Ditos pela Merkel - o Hitler de saias do Neonazismo Alemão -, pelo Papa que falou que devemos combater o Machismo e as freiras já ficaram com os pentelhos em pé, pensando que finalmente vão poder celebrar missas, junto com os padres, porque, também, só pessoas do sexo masculino celebrando missas, é Machismo puro, ou não Bobo da Corte? A mania de se dizer uma coisa, mas a intenção ser bem outra. E isso, tanto judeus, quanto cristãos, são craques. O nazista do Netanyahu chamou os judeus franceses para irem para Israel. Parecia um ato de benevolência, ou de bondade extrema. Mas Israel tem de devolver terras e muitas, para os países do Oriente Médio, segundo resoluções da ONU e a comunidade judaica na França, é a maior do mundo. Como eu não acredito em milagre, nem por decreto, onde o filho da puta do Beniamin vai colocar todo esse povo? Eu cantei a pedra, vão começar a bombardear os outros, matar árabes, depois se fazerem de vítima com o discurso de que é só para se defender, ai de quem for contra, é logo chamado de antissemita e acabei de fechar a boca Israel já jogou bombas na Síria. Faz parte da campanha, mas não deixam enxergar isso. Como diz o Chomsky que é de descendência hebraica.

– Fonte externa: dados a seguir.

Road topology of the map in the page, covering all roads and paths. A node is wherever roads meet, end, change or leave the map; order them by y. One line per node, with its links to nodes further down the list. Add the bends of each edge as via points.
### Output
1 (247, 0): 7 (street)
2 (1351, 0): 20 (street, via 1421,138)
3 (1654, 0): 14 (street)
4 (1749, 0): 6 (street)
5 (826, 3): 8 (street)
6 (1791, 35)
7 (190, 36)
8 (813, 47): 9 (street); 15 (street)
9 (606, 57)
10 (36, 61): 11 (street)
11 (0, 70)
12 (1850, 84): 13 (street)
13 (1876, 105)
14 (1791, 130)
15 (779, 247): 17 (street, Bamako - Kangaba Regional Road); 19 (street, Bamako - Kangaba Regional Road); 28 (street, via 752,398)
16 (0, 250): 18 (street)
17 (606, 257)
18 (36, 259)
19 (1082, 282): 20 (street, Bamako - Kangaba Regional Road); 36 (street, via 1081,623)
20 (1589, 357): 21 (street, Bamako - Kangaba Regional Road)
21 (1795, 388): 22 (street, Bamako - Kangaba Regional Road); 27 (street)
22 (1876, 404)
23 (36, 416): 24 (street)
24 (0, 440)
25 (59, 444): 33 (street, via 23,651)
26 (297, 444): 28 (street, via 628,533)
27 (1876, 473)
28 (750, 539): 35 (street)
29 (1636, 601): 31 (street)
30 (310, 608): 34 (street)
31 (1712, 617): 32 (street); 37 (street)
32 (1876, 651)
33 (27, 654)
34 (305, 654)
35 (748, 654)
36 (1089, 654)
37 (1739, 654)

“O mundo é governado pela força, não pela lei”. “quando vocês lerem a expressão “helicópteros israelenses” devem entender helicópteros americanos pilotados por israelenses, fornecidos com pleno conhecimento de como eles serão utilizados”. E já começaram, cedo, nem bem enterraram as vítimas do Charlie, Israel já começou a se “defender”. Coitadinho! Se ainda assim não acreditarem no discurso de Israel que foi tomado pelo nazismo judaico, apelam para o chororô do Holocausto Nazista, como se os palestinos não estivessem em dois campos de concentração a céu aberto, dominados pela Extrema Direita Hebraica.
A media tem sim interesses, desde a Grécia Antiga que se sabe que o homem, relativo a ser humano, é um ser político. Não existe essa imparcialidade em nada, não existe esse apoliticismo que quiseram pregar, em plena Ditadura Cívico-Militar de 1964. Até quem se abstém de decidir, está delegando a outros, ou em última análise, está dizendo que como está, está bem, muito bom, tudo legal, deixa ficar. É interesse e parcialidade, até no ato de não votar, ou de se calar diante das políticas locais, mundiais e internacionais.

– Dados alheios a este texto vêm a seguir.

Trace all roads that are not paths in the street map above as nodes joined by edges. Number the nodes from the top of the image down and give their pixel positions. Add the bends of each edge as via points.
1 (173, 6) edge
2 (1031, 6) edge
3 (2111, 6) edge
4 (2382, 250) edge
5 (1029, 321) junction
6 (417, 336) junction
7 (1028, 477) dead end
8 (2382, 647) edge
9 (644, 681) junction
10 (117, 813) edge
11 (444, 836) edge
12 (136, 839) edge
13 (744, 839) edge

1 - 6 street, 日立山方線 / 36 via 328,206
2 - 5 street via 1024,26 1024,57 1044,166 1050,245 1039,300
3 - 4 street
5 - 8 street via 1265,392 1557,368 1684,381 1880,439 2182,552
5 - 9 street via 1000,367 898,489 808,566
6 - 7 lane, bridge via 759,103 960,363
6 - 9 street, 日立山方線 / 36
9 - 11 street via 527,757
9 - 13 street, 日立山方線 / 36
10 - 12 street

No jornal local de ontem, uma entrevista com o Amazonino Mendes, analisando a política local. Concordei com ele. Sobre o Melo, como eu, acha que é um merda, incompetente como todo bajulador. Sobre o Omar Aziz, fruto de um relacionamento político-amoroso entre ele, Amazonino e o Eronildo Bezerra que colocou na base onde eu atuava, depois de três NÃO sobre o ingresso do Omar e ele foi imposto assim mesmo, mais merda ainda, eu já sabia. Mas olha o que eles nos legaram, olha a merda que fizeram ser conhecido nacionalmente. Avaliação do pai, ou da mãe político do Omar, Amazonino, sobre seus anos de desgoverno do Amazonas. Zero na Educação, zero na Segurança, zero na Saúde, para sua atuação enquanto Governador. Agora, duvido se as contas pessoais, bancárias, estão no zero. Eu conheço! Já conhecia, desde quando quis mudar o resultado do FUM, ainda estava em fase de teste, mas já mostrava seus princípios e seus truísmos tão arraigados e que não podem ser mudados, nunca.
Amazonino diz que não quer mais saber de se eleger, mas deu uma entrevista, justamente quando começam as discussões sobre as eleições municipais, daqui há um ano. Mas digamos que ele, pelo menos um vez, falou a verdade. Não dá para se abster por muito tempo, do que está visivelmente nos prejudicando. Quatro anos de merda no Amazonas. Depois de tanta falta de política do grupo que se abancou no poder, desde Mestrinho, o Fascista Navegador. Bancarrota total, a única coisa que pode chegar ao fim, recheada, é a conta dos Irmãos Cara de Pau. Os Melo. O Estado, a cada dia, mesmo com a prorrogação do tal “Modelo” Zona Franca, está de mal a pior. O que se produz aqui, não reverte em desenvolvimento regional, nem mesmo da Capital. Estamos involuindo, com uma elite feita de pilantras, ignorantes e burros, mas com dinheiro em conta e uma redoma que os faz passarem por intelectuais.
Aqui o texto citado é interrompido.